I’d rather talk to the trades about the huge job opportunities for their members the Green New Deal will provide rather than lecture them on their short sighted morality.
centralmassdad says
Both of these things feel like “Repeal Obamacare!” for Democrats– more a campaign bumper sticker than a thing that has much chance of happening.
SomervilleTom says
I hear you, and at the same time I fear you miss a fundamental distinction. It is far easier to attack something that exists than to propose something that does not.
“Repeal Obamacare!” is a negative that was strong enough to put the GOP in power. It failed because there is no reasonable replacement, even for the GOP (never mind the rest of the country).
“Medicare for All” and “Green New Deal” are each positive slogans. To the extent that either contributes to a Democratic victory, the governmental challenge is to make it happen. The margin of victory in the election can and should be used as a mandate to force the resulting legislation into law.
“Repeal Obamacare!” was an effective campaign slogan. The GOP built its 2016 legislative majority on the fruits of its relentless campaign against Obamacare during the Barack Obama administration. If a viable alternative had existed in 2016, that alternative would now be law.
Of the two, I think “Medicare For All!” is the better of the two, primarily because I think the GND is a bigger political lift. I think both are vital.
Mark L. Bail says
I think it’s hard to generalize about unions. We are a diverse bunch.
The MTA, to which I belong, supports and provides resources (workers, media) to issues that really don’t benefit the membership, at least directly. We do those things because we believe in them. Some police unions–see New York City–tend toward fascism. There may be some progressive police unions, but I’ve never seen one. Trade unions are concerned about work. A lot of people in these unions don’t work a full year so every bit counts. Nurses are an entirely different ball of wax when it comes to health care. They see what we don’t see, even though we may disagree in interpreting what we see.

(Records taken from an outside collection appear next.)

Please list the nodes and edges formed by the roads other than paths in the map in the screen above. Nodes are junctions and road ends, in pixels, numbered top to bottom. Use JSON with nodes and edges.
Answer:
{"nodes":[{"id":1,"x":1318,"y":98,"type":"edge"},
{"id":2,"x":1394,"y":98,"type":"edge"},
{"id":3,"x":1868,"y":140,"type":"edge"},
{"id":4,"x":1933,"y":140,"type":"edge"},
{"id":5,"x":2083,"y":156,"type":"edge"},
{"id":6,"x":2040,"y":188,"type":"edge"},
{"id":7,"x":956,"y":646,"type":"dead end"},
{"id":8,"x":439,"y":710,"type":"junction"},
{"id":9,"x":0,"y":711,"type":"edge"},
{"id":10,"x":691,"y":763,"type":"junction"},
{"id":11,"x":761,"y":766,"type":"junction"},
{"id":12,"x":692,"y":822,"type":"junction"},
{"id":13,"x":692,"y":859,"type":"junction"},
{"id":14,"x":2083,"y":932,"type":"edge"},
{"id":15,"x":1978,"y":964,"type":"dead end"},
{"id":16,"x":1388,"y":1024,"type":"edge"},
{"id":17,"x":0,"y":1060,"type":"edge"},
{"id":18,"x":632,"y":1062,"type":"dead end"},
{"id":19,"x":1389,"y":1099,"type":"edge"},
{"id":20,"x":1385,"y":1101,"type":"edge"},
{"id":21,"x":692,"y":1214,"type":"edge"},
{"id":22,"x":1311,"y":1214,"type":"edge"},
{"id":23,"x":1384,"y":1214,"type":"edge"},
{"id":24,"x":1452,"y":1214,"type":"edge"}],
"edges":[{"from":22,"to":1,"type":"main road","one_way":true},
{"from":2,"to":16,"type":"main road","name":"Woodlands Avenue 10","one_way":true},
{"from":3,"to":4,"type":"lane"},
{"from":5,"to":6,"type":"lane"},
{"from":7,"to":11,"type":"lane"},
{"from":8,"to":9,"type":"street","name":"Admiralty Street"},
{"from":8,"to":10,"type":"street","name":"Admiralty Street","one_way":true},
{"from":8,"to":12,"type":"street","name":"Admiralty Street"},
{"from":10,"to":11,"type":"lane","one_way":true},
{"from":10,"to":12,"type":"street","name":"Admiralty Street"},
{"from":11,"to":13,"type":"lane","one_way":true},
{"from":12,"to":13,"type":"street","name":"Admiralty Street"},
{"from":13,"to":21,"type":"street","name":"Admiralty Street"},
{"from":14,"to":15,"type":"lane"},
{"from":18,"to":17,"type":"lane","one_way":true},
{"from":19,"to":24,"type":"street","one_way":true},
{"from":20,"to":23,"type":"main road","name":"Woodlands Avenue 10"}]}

I agree with CMD on Medicare for All. It’s a catchy slogan. It’s an unclear policy. The revolutionaries want single-payer, though that would mean all of us with decent, but costly insurance, would lose our insurance for something that hasn’t been invented yet. Everyone deserves good health care they can afford, but an incremental approach that starts at birth and maybe lower than retirement age would be my preference and a more realistic path.
The Green New Deal was never anything but a list of goals that include employment. It’s hard to blame trade unions that want to preserve their jobs. They should be skeptical of a list of goals that offers no policy path for their livelihoods. It’s nice to say they’ll be displaced into different, greener jobs, but that’s pretty abstract when it comes time to pay the bills.